Sei nun herzlich gegrüßt vom alten und immerwährenden Naturfreund Gil.

 FRP (08.02.21)
Sehr interessant.... Wie bei Neil Young: ... was er nur anriß, was er verzögerte, was er NICHT spielte

 GastIltis antwortete darauf am 08.02.21:
Hallo FRP,
es stimmt, man kann nur einiges anreißen. Es geht um einen winzigen Teil Geschichte, den man nicht erlebt haben muss, von dem man aber etwas gehört haben könnte. Dass die Story mit der Kanzlerin erst sehr spät ins Bewusstsein gedrungen ist, versteht sich.

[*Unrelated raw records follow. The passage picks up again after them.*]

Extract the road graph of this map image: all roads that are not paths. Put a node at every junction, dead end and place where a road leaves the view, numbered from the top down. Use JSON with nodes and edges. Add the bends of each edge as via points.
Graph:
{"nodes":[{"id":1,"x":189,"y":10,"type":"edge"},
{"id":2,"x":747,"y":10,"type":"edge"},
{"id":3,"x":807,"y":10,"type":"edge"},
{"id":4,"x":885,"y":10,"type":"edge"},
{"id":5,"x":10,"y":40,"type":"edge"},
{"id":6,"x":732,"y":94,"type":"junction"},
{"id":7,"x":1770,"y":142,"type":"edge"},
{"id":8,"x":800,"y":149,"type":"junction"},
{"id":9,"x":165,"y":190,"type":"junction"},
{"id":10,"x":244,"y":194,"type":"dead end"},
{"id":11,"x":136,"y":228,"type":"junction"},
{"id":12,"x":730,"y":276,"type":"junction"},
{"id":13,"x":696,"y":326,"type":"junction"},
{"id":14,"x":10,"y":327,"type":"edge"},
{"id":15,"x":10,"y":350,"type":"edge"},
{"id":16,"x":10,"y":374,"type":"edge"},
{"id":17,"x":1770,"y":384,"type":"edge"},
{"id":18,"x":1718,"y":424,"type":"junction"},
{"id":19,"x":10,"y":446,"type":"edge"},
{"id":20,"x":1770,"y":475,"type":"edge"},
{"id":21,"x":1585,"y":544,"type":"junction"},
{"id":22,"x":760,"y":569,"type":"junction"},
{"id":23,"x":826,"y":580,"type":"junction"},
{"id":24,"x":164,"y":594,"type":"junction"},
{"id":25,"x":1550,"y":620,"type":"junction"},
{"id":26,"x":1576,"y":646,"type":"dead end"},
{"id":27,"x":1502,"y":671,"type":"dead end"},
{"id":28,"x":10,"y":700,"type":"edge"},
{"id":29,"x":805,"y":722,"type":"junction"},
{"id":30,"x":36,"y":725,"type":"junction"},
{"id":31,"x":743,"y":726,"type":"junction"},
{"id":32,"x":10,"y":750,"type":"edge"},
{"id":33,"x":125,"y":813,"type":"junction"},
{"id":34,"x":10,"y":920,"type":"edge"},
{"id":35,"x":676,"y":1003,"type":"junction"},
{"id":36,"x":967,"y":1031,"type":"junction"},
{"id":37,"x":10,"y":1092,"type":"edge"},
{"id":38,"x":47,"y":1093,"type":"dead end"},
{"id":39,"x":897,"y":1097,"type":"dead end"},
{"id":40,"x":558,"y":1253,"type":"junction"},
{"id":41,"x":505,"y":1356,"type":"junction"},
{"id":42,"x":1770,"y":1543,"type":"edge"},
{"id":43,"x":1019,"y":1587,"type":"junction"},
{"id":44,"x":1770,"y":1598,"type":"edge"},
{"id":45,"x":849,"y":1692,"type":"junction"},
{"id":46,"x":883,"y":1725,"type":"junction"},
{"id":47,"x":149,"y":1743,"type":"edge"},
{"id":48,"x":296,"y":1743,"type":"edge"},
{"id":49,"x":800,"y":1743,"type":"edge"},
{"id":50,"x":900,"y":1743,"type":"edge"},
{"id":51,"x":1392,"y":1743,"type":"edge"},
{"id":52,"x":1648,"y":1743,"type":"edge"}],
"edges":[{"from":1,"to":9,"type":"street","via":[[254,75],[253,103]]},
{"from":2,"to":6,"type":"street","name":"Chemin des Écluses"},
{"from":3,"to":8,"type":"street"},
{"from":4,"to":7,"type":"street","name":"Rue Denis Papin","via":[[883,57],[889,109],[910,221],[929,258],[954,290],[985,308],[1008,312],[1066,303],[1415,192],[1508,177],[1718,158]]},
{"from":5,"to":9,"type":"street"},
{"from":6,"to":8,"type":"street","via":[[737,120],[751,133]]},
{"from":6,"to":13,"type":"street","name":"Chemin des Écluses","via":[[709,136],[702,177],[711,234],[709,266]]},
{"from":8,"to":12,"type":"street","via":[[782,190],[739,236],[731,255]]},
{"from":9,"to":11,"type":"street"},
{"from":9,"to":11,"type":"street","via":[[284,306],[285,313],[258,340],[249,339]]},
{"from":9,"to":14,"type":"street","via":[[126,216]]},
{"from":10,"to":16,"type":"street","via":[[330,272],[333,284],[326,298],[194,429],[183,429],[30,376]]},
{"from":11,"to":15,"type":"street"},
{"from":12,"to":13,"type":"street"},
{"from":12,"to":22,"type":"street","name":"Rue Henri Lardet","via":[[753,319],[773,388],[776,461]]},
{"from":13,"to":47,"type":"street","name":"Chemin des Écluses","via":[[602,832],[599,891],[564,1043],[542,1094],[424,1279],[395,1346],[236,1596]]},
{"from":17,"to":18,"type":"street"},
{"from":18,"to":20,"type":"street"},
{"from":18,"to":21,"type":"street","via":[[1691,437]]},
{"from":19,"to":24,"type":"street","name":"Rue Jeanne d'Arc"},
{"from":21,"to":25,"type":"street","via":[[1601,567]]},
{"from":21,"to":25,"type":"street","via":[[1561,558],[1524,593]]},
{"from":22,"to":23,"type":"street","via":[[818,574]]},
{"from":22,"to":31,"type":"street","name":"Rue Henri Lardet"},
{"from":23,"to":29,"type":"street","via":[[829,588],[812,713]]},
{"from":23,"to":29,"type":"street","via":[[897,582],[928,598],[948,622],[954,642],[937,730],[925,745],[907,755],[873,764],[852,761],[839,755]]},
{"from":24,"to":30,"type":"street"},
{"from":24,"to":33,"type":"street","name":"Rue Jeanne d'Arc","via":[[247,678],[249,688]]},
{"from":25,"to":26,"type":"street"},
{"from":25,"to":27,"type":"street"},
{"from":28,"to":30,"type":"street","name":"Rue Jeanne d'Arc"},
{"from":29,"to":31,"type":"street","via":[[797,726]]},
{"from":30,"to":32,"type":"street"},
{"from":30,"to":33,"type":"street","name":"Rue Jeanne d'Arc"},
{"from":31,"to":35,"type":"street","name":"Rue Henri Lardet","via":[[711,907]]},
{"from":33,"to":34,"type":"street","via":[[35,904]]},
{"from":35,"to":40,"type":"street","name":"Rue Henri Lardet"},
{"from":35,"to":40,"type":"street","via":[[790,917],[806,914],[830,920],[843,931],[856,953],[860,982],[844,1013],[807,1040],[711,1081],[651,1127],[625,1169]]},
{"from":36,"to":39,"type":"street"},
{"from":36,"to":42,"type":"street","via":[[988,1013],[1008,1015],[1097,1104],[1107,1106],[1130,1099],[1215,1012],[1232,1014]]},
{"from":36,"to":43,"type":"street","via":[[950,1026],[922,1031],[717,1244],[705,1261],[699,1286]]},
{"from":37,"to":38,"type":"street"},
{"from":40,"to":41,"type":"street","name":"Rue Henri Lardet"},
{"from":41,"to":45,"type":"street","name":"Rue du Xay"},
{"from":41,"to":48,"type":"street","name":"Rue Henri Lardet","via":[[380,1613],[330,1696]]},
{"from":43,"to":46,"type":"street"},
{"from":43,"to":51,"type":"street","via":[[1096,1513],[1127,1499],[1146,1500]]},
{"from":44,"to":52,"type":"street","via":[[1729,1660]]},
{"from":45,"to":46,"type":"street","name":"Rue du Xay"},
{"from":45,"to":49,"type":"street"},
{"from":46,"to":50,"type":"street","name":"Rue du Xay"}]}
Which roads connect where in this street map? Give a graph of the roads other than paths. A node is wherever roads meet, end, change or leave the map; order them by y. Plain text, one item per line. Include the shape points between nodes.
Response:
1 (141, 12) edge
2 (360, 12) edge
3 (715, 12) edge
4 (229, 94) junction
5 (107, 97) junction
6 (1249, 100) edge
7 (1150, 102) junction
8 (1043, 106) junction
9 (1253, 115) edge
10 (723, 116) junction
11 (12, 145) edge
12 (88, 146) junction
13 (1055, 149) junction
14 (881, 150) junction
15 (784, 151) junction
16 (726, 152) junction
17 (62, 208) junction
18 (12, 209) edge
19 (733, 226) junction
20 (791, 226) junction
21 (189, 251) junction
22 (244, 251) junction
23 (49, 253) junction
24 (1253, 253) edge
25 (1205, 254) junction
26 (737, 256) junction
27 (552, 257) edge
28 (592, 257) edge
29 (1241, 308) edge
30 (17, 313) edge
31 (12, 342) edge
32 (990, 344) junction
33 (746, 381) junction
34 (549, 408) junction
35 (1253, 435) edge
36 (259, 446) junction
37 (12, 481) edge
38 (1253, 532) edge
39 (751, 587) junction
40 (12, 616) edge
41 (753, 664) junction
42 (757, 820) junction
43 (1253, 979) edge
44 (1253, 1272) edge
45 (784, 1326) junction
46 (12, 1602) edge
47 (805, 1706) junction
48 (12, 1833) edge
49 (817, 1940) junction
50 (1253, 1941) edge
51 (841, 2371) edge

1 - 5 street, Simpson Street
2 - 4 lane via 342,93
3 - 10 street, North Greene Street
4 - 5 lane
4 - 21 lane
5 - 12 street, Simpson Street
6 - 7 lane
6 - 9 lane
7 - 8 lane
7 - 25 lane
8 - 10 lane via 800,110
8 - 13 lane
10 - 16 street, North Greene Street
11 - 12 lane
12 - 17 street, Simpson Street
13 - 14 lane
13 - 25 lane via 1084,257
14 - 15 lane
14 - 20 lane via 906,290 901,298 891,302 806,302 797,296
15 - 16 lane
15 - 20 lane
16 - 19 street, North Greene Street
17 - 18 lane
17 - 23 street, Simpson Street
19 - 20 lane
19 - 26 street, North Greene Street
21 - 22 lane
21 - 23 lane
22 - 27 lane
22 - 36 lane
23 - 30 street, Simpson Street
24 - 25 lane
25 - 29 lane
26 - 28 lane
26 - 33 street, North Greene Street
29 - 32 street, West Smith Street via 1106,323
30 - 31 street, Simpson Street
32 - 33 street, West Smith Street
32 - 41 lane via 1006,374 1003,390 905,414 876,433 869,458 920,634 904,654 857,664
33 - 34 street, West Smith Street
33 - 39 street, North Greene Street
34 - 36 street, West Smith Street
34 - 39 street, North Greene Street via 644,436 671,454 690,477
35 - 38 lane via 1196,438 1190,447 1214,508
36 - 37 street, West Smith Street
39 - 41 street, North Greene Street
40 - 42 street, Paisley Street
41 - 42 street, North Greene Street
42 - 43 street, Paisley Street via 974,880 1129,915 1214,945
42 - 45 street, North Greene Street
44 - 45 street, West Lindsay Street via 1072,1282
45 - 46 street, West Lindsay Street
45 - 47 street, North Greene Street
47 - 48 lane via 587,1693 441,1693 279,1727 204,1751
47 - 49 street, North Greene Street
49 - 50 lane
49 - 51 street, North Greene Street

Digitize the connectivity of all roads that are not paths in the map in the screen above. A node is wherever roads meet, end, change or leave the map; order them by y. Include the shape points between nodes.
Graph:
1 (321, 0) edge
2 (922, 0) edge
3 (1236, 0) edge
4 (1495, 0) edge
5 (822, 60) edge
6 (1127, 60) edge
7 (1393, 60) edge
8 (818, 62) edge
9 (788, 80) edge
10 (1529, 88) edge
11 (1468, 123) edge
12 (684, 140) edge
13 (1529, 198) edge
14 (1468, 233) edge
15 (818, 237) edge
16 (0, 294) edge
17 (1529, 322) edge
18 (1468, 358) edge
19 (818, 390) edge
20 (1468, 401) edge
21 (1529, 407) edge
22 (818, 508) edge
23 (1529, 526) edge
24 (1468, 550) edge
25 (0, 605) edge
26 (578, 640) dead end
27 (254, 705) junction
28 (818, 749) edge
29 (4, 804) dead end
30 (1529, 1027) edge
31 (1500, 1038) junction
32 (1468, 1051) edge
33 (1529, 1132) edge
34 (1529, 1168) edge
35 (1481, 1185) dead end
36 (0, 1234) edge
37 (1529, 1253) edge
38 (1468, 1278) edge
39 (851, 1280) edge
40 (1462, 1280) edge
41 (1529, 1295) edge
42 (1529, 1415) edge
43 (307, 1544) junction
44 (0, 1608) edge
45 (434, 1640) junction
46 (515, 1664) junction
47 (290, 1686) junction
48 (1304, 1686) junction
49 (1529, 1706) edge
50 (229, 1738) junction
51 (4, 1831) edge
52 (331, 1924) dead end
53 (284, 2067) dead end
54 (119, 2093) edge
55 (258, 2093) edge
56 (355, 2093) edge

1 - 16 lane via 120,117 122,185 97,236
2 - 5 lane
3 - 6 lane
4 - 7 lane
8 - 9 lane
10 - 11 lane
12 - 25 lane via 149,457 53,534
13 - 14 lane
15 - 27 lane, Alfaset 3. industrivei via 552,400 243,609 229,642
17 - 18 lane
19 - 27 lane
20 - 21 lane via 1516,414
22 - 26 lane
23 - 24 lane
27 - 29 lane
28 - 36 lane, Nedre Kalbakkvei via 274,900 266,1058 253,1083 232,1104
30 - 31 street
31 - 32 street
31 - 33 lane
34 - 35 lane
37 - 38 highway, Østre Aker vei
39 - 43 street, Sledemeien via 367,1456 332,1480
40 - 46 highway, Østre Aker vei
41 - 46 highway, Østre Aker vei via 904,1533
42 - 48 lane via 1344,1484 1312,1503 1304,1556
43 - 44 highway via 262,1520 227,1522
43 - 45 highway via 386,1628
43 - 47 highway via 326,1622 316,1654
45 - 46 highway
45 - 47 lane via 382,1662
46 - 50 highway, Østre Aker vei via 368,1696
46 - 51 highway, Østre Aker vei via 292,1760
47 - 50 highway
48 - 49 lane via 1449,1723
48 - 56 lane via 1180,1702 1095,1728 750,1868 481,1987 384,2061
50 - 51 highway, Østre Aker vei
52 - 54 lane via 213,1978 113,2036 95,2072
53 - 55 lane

Ich will mich deshalb an die musikalische Seite deiner Zeile wagen. Sehr viele Erstbesitzer haben inzwischen verkauft. Ein Käufer ist z.B. „der“ Trompeter. Wenn ihm mal so ist, spielt er Il silenzio, Amazing grace und andere Stücke mit einem derart sauberen und schönen Ton, dass es ringsum still wird. Dann: Mein Nachbar, (ein Neuer, Lehrer am Waldhof), hat vor Jahren für seinen Schwiegervater zwei Sänger von der Komischen Oper Berlin verpflichtet, die ihm eine halbe Stunde lang seine Lieblingslieder auf der Terrasse geträllert haben. Für uns gratis. Und dem Sohn des Lehrers habe ich zu seiner Hochzeit Goethes Mignon mit Gitarrenbegleitung als Ständchen serviert, was offenbar gefruchtet hat, denn die inzwischen auf drei Personen angewachsene Familie freut sich, jedes Jahr aus Baden-Württemberg zu Besuch anreisen zu dürfen.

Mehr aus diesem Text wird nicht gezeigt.